Sabes que, às vezes, até me assusto por concordar com o que determinadas pessoas escrevem? Este texto surpreendeu-me agradavelmente. Vamos ver se (e o que) escreve depois da Festa!

Abraço

Sérgio Ribeiro disse...

E isto mesmo... Um tempo de surpresas. Nem todas más por excesso, algumas boas por terem razões e autores inesperados!
Saudações amigas e camaradas

Justine disse...

Surpreendente! Lá tenho eu de rever a minha opinião sobre o dito-cujo...

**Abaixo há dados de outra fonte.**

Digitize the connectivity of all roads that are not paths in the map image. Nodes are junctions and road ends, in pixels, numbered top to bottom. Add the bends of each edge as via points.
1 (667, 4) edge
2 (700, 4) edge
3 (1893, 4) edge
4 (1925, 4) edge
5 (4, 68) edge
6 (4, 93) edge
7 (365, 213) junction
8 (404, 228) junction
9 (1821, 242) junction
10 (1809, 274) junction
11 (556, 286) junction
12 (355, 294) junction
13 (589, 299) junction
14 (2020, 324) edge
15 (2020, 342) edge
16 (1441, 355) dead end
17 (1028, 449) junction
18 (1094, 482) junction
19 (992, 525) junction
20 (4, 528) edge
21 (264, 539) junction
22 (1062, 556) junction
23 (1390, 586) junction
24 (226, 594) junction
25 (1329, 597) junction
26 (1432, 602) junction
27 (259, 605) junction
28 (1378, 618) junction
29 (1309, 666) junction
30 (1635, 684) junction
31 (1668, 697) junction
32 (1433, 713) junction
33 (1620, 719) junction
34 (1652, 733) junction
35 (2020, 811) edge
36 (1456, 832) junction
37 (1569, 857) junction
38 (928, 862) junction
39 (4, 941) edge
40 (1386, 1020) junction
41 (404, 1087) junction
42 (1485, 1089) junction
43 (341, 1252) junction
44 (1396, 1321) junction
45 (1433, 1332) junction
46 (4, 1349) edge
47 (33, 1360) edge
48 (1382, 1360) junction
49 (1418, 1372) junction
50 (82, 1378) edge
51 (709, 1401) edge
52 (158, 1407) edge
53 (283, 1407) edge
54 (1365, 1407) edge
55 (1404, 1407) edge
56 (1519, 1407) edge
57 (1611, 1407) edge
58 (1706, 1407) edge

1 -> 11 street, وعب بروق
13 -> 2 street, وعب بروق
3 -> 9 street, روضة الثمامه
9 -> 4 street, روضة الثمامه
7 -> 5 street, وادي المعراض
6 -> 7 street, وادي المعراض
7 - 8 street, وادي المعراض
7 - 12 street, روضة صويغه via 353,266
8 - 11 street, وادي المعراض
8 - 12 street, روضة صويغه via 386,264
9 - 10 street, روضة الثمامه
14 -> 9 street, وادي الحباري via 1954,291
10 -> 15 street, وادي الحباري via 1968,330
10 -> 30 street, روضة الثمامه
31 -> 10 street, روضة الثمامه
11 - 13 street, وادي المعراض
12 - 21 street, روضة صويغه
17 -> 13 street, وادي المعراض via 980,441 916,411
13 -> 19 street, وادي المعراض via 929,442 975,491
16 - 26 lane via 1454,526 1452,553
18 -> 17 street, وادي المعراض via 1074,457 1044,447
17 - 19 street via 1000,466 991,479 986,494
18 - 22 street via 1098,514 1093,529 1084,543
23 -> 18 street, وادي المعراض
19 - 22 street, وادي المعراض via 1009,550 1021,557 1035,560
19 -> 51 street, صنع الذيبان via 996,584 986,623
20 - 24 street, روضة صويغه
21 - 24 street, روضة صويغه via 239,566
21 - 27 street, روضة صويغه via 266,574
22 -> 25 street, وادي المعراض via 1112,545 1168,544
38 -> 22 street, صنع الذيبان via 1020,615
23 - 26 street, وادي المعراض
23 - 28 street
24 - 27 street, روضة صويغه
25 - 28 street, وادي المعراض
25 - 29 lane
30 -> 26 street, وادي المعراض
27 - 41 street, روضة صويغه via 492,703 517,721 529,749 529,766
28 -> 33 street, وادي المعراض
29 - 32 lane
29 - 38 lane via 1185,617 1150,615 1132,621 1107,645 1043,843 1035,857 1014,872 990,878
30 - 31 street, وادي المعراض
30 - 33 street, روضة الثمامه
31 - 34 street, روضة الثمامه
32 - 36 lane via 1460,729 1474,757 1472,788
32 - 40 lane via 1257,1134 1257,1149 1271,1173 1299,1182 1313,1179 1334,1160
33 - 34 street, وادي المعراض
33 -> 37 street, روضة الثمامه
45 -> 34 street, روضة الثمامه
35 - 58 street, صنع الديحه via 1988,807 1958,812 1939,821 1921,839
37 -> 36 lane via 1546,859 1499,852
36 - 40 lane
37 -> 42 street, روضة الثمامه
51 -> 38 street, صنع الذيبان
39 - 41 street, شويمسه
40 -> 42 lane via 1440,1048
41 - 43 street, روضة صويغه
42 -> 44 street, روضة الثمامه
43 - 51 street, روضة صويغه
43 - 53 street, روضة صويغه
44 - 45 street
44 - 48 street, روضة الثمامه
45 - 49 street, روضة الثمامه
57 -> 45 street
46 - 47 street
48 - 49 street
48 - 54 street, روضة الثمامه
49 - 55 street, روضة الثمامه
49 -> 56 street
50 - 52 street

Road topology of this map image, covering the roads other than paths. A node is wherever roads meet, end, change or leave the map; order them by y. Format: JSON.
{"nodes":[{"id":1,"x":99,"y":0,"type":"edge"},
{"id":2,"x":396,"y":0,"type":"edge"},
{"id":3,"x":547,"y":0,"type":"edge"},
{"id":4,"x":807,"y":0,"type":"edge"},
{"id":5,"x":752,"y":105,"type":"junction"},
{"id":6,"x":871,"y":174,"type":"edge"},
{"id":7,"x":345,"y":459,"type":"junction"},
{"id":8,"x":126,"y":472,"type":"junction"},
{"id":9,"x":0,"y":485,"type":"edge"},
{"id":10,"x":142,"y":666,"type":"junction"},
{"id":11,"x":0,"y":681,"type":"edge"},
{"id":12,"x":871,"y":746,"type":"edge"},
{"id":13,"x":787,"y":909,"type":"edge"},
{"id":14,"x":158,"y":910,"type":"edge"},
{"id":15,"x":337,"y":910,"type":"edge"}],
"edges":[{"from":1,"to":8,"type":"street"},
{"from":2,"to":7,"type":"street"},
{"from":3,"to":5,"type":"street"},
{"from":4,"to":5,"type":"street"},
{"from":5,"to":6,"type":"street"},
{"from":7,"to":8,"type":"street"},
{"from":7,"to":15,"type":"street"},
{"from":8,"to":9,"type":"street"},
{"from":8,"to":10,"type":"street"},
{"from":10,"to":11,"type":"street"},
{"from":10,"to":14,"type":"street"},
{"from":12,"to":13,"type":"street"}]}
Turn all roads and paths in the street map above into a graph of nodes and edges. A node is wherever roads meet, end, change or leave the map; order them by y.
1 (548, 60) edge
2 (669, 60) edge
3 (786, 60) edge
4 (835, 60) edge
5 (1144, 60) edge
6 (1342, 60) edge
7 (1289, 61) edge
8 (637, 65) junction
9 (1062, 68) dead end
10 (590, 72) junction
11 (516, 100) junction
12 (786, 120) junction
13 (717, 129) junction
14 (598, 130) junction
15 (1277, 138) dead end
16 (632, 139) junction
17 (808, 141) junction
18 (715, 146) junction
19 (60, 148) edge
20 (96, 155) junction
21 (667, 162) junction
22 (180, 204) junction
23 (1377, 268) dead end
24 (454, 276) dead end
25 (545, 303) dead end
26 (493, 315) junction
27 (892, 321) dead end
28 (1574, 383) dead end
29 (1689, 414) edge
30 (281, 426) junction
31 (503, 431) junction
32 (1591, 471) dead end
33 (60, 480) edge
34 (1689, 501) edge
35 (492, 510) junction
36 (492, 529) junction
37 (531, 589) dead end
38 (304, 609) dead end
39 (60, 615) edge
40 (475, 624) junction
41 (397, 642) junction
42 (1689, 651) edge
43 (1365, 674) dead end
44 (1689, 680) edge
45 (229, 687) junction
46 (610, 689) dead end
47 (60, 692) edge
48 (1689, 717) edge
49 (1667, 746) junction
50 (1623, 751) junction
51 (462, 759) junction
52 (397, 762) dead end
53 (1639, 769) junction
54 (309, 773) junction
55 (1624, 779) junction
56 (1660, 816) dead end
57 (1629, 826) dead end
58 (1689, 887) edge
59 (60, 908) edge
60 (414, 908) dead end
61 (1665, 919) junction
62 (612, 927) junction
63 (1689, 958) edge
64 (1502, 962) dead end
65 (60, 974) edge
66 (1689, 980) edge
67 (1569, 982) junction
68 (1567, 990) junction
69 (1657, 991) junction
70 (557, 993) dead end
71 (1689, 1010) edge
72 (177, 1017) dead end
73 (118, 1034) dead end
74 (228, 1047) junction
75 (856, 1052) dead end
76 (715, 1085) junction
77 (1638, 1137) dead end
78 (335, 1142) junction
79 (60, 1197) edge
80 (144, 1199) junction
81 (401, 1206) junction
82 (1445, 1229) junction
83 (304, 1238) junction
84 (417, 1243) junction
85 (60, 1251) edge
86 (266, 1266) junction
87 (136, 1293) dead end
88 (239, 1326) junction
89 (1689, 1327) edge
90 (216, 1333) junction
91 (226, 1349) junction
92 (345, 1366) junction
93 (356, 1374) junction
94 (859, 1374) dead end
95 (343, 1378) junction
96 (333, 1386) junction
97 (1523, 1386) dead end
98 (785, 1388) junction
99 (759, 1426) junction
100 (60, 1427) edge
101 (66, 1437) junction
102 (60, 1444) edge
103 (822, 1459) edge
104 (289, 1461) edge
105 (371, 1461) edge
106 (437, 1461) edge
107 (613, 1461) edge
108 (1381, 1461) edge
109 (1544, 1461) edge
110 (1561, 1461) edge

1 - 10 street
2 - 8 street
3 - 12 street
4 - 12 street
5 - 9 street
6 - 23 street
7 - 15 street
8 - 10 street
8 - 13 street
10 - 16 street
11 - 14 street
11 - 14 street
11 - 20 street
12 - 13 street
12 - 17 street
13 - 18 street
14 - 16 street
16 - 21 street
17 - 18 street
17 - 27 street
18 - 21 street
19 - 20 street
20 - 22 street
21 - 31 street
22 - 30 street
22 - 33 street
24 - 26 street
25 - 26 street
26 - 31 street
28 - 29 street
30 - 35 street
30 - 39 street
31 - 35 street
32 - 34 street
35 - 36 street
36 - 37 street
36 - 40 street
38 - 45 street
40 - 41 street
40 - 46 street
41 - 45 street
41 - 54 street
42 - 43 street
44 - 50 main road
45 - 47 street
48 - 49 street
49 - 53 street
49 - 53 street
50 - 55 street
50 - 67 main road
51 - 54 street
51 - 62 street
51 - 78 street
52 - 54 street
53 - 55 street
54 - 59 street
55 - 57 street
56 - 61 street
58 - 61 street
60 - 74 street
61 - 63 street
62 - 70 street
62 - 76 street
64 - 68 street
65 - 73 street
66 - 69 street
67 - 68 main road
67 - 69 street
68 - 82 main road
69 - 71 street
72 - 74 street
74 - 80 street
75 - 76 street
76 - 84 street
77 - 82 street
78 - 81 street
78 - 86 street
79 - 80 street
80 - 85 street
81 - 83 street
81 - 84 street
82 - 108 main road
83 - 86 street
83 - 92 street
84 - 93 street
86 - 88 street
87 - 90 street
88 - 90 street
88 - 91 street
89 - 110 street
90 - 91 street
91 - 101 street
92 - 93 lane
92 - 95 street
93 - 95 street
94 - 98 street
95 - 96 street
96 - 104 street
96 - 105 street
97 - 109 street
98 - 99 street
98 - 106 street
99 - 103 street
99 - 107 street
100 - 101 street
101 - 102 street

Maria João Brito de Sousa disse...

E não é que estes argumentos são mesmo "argumentos de peso"?

Abç

samuel disse...

Também me sinto um pouco "estranho"... mas lá que o homem escreveu isso, escreveu!

João Baranda disse...

Só pode estar contra a FESTA quem nunca lá foi ... quem não conhece, quem não gosta de conhecer maneiras diferentes de interpretar e mudar a sociedade e de discutir saudavelmente pontos de vista. A Festa do Avante vai ser alvo de um escrutínio severo por parte da comunicação social ... fico até com a impressão (provavelmente injusta) de que haverá (?) quem deseje problemas.
Abraço

Sérgio Ribeiro disse...

Excelente comentário de um amigo.
Obrigado por ele.

Forte abraço

Anónimo disse...

Quando esse farsola mais à frente vier acusar o PCP por ter falhado todas as medidas de segurança sanitária ou outras, em caso de um qualquer cidadão afirmar ter sido infectado na Atalaia, quero ver o que aqui vai ser dado à estampa.

Sérgio Ribeiro disse...

Se isso vier a acontecer - o que não espero nem desejo - cá estarei... Mas o que acho que não devo é, numa campanha violenta e odiosa, deixar de sublinhar que, mesmo entre aqueles que se se esperaria que nela participassem, haja um (ou os que forem) que a venham denunciar como manifestação violenta e de ódio inaceitável e irrazoável. Aliás, nenhum ser humano é todo e sempre "bom" nem nenhum é todo e sempre "mau" a partir de seja qual for o critério. O meu inimigo não é nenhum ser humano mas uma classe, um sistema, que evidentemente é composta por seres humanos que combato quando a protagonizam. E julgo-me capaz de distinguir o que é hipocrisia ou pretensa ironia do que é expressão de um sentir.
Desculpe lá - quem me ler - mas acordei com este relambório.